Task directions - The response must contain every line from the records below that has "pixels".

Top of Given information

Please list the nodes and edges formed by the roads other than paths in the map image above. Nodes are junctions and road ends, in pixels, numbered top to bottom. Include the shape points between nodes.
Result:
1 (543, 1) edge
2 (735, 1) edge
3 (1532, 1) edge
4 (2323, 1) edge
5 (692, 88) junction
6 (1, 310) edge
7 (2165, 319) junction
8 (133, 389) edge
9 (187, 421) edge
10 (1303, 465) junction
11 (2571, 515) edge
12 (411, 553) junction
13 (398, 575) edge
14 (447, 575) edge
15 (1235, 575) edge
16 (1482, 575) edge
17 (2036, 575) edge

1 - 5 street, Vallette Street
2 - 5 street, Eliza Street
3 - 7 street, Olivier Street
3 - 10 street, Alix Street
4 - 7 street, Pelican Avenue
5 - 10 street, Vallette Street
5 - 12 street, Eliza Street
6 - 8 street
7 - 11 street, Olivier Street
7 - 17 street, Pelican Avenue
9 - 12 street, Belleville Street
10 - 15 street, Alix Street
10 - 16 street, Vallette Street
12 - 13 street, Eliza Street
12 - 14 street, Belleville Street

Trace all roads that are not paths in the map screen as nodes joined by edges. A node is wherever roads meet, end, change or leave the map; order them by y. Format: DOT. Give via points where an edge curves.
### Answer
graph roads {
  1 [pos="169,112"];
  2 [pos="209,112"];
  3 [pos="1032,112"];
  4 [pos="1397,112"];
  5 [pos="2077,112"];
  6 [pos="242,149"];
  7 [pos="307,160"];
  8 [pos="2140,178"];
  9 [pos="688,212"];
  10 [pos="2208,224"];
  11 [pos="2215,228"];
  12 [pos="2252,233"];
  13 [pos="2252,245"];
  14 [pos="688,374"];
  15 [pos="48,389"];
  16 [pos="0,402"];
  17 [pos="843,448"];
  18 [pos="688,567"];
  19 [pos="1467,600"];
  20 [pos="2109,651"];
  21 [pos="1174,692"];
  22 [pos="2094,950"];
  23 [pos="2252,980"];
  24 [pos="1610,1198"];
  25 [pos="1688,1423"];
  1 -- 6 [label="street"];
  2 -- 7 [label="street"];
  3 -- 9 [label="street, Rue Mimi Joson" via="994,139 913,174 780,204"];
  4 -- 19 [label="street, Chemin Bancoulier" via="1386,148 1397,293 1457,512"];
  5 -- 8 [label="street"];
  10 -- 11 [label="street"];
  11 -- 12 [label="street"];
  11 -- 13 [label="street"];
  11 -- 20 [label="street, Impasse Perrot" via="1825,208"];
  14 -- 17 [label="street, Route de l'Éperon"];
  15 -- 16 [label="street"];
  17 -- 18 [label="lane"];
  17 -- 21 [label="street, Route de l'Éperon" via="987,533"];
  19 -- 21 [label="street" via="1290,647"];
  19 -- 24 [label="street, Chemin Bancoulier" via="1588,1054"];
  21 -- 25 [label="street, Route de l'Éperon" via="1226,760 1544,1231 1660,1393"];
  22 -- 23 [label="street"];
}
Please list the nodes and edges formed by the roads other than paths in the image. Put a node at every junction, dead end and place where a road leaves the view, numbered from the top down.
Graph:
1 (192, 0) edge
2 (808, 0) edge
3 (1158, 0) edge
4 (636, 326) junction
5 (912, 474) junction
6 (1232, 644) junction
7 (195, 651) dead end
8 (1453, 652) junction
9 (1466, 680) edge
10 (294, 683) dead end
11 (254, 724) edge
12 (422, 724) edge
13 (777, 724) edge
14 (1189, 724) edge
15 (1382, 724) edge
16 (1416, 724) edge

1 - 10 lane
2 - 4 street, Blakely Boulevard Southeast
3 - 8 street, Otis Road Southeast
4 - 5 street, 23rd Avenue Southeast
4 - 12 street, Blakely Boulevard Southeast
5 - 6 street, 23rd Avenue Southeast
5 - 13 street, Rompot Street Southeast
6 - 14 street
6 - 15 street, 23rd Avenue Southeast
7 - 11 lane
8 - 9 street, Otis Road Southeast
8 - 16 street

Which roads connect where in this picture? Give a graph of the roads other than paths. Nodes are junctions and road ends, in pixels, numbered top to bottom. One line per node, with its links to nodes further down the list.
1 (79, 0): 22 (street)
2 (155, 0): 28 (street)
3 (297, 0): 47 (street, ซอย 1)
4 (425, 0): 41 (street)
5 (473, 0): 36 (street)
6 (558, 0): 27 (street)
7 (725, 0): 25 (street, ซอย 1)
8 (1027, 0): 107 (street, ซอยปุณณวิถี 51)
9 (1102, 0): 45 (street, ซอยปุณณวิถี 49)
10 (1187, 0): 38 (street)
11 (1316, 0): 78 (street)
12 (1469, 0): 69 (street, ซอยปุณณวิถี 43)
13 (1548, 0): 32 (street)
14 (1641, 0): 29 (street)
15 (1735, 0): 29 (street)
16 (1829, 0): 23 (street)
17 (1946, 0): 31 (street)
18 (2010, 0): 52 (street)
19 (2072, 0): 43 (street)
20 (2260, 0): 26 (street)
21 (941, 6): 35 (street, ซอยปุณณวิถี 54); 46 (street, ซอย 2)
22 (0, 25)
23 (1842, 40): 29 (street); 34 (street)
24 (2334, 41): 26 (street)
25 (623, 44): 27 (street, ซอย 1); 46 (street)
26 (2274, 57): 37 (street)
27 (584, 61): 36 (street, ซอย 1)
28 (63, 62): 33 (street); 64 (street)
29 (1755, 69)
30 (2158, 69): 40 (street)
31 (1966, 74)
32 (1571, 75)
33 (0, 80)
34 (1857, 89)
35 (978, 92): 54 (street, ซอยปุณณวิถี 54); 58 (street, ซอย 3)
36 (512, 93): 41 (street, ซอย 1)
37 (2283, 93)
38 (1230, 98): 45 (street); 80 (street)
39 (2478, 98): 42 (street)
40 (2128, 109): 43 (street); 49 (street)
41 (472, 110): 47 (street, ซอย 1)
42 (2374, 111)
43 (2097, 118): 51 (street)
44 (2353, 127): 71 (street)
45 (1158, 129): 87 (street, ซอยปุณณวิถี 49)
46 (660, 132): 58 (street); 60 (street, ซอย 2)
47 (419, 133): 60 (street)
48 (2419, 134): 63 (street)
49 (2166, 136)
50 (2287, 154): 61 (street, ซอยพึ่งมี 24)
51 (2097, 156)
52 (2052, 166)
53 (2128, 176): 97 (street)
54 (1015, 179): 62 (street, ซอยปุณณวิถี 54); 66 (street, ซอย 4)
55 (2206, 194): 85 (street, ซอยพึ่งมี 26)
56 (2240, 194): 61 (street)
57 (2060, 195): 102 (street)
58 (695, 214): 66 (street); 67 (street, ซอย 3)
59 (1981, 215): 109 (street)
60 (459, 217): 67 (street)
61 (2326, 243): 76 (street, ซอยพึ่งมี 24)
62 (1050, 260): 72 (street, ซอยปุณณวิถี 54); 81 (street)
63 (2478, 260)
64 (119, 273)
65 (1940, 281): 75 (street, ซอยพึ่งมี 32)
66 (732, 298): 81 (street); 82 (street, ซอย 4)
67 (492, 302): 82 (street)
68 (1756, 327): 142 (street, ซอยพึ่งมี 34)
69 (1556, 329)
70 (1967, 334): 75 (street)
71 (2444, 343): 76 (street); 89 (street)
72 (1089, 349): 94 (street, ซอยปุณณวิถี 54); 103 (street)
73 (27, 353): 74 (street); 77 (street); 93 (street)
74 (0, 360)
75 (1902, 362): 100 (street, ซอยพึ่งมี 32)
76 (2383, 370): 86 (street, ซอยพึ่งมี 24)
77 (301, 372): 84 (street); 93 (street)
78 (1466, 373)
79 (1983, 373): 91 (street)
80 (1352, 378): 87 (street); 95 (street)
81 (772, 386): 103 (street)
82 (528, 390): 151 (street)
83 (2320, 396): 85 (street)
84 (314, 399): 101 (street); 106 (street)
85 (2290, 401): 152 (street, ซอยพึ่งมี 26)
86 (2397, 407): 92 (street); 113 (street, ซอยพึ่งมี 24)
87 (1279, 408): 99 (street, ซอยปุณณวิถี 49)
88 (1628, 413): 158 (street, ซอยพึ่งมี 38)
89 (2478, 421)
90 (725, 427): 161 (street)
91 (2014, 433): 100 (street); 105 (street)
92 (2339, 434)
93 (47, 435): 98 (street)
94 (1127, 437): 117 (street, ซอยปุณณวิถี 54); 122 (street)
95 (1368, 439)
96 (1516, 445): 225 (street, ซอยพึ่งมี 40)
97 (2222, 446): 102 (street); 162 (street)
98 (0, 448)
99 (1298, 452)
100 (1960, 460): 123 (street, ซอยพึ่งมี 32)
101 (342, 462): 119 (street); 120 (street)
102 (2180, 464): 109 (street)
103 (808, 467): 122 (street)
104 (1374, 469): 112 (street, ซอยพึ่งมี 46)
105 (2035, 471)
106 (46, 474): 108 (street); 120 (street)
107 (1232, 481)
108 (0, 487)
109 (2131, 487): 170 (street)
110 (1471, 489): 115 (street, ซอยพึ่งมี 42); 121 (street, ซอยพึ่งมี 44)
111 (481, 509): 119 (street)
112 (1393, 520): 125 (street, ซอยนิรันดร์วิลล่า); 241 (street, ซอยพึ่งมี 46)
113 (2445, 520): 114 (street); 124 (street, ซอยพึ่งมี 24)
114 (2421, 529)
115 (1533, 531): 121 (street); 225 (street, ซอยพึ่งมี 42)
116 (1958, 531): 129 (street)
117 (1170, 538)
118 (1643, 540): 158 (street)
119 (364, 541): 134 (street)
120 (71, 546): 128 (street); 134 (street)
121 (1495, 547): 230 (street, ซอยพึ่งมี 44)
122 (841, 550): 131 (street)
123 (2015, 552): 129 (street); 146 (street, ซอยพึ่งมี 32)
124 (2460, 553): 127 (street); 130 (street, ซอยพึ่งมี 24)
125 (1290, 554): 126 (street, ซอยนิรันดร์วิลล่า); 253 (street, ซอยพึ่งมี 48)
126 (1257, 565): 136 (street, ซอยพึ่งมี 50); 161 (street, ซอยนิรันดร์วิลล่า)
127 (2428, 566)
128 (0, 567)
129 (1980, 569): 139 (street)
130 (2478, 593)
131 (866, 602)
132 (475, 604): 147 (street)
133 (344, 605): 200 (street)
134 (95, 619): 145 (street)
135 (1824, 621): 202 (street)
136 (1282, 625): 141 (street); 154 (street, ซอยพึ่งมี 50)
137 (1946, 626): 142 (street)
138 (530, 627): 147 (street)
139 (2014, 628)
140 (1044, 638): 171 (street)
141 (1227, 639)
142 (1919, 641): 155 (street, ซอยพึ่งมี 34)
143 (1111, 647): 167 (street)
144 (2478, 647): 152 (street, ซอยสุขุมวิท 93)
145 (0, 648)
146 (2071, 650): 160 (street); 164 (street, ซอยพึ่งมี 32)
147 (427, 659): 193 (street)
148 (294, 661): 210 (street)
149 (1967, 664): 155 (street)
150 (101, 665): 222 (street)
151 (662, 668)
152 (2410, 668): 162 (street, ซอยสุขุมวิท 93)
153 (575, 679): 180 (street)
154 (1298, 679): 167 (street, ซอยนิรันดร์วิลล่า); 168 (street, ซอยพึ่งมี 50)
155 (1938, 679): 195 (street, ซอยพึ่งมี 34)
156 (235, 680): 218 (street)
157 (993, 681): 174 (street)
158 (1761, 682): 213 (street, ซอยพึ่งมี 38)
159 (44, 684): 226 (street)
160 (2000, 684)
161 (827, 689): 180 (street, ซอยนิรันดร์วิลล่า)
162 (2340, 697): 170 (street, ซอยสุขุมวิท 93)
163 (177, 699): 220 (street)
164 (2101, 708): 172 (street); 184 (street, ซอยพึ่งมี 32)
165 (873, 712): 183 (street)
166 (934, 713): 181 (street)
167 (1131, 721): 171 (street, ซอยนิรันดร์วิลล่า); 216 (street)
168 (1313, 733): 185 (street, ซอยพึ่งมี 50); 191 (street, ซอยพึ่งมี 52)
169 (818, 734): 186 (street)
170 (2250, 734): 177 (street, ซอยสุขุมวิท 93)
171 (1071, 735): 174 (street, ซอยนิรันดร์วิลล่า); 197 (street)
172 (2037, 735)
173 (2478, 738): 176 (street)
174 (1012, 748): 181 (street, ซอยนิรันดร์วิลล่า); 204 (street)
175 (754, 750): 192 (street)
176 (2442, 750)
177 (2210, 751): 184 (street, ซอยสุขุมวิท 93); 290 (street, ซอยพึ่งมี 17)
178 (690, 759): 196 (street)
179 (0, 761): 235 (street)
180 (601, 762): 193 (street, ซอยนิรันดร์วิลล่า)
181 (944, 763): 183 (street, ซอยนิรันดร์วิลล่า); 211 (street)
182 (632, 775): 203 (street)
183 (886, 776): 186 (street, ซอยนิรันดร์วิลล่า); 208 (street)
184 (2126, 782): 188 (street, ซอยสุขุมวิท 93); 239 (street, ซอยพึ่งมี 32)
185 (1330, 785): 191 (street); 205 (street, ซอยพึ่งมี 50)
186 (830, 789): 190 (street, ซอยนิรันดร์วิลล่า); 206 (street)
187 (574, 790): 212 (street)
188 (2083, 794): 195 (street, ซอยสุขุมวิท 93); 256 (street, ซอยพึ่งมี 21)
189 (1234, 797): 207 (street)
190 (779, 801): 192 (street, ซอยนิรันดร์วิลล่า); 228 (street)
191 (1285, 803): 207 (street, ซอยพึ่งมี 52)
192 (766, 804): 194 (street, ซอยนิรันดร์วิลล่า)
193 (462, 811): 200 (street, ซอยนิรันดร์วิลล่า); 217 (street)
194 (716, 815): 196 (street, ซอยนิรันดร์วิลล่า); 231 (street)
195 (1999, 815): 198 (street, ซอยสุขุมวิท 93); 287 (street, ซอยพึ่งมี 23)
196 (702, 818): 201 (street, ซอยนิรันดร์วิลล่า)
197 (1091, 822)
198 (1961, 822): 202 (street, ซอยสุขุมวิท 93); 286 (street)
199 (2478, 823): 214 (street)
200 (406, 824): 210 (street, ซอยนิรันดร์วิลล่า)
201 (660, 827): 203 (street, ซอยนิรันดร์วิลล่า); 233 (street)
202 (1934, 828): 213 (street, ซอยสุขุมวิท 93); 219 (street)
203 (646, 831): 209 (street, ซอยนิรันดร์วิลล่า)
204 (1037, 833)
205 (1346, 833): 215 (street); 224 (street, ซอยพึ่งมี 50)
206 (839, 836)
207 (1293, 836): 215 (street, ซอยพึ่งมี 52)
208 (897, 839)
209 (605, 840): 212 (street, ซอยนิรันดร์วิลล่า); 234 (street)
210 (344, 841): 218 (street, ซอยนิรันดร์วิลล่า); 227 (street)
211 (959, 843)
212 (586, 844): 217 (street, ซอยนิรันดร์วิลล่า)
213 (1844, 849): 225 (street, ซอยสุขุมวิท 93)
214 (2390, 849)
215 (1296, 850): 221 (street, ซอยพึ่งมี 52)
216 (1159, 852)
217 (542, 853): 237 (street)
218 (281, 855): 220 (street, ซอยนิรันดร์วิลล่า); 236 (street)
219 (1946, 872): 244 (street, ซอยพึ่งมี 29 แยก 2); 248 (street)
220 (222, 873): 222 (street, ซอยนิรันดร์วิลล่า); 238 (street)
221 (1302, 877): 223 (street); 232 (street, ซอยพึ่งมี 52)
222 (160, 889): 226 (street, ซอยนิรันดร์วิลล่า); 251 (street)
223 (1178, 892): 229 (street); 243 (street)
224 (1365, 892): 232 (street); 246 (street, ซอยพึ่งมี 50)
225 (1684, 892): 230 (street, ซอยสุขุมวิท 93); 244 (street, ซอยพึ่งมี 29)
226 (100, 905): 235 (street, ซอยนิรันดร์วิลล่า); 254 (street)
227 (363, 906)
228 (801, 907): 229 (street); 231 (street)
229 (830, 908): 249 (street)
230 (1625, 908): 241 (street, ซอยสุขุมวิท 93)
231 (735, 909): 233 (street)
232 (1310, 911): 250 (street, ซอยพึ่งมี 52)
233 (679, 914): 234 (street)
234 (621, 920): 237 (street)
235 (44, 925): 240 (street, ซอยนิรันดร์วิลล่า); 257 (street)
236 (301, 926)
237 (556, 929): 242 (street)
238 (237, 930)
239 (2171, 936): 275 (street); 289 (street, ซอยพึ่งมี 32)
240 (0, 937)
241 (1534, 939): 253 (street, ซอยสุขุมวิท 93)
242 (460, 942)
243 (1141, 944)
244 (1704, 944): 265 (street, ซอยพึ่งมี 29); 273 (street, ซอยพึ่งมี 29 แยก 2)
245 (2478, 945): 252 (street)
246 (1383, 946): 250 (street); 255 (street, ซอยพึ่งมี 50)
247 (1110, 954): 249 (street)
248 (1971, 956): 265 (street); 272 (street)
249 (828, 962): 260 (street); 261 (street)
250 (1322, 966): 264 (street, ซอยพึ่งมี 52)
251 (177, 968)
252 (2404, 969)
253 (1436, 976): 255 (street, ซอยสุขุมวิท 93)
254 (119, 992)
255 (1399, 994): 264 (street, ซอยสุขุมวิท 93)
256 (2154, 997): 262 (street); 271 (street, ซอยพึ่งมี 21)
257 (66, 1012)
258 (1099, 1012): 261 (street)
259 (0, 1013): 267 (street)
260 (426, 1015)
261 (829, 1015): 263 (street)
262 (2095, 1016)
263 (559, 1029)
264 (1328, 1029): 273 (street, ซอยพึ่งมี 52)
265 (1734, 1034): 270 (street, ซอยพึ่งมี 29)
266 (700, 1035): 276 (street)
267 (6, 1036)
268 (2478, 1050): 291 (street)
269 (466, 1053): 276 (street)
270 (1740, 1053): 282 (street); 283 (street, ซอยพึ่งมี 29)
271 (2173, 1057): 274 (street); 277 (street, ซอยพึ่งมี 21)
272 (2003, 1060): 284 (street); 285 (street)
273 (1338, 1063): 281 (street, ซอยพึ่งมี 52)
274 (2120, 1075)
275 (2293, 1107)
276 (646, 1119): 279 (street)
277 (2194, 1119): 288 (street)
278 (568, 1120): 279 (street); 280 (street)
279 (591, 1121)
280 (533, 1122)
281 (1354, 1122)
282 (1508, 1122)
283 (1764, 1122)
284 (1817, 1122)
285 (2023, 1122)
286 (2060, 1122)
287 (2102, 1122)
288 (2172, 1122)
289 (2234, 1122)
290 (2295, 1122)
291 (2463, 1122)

Bottom of Given information

Response below -
Please list the nodes and edges formed by the roads other than paths in the map image above. Nodes are junctions and road ends, in pixels, numbered top to bottom. Include the shape points between nodes.
Which roads connect where in this picture? Give a graph of the roads other than paths. Nodes are junctions and road ends, in pixels, numbered top to bottom. One line per node, with its links to nodes further down the list.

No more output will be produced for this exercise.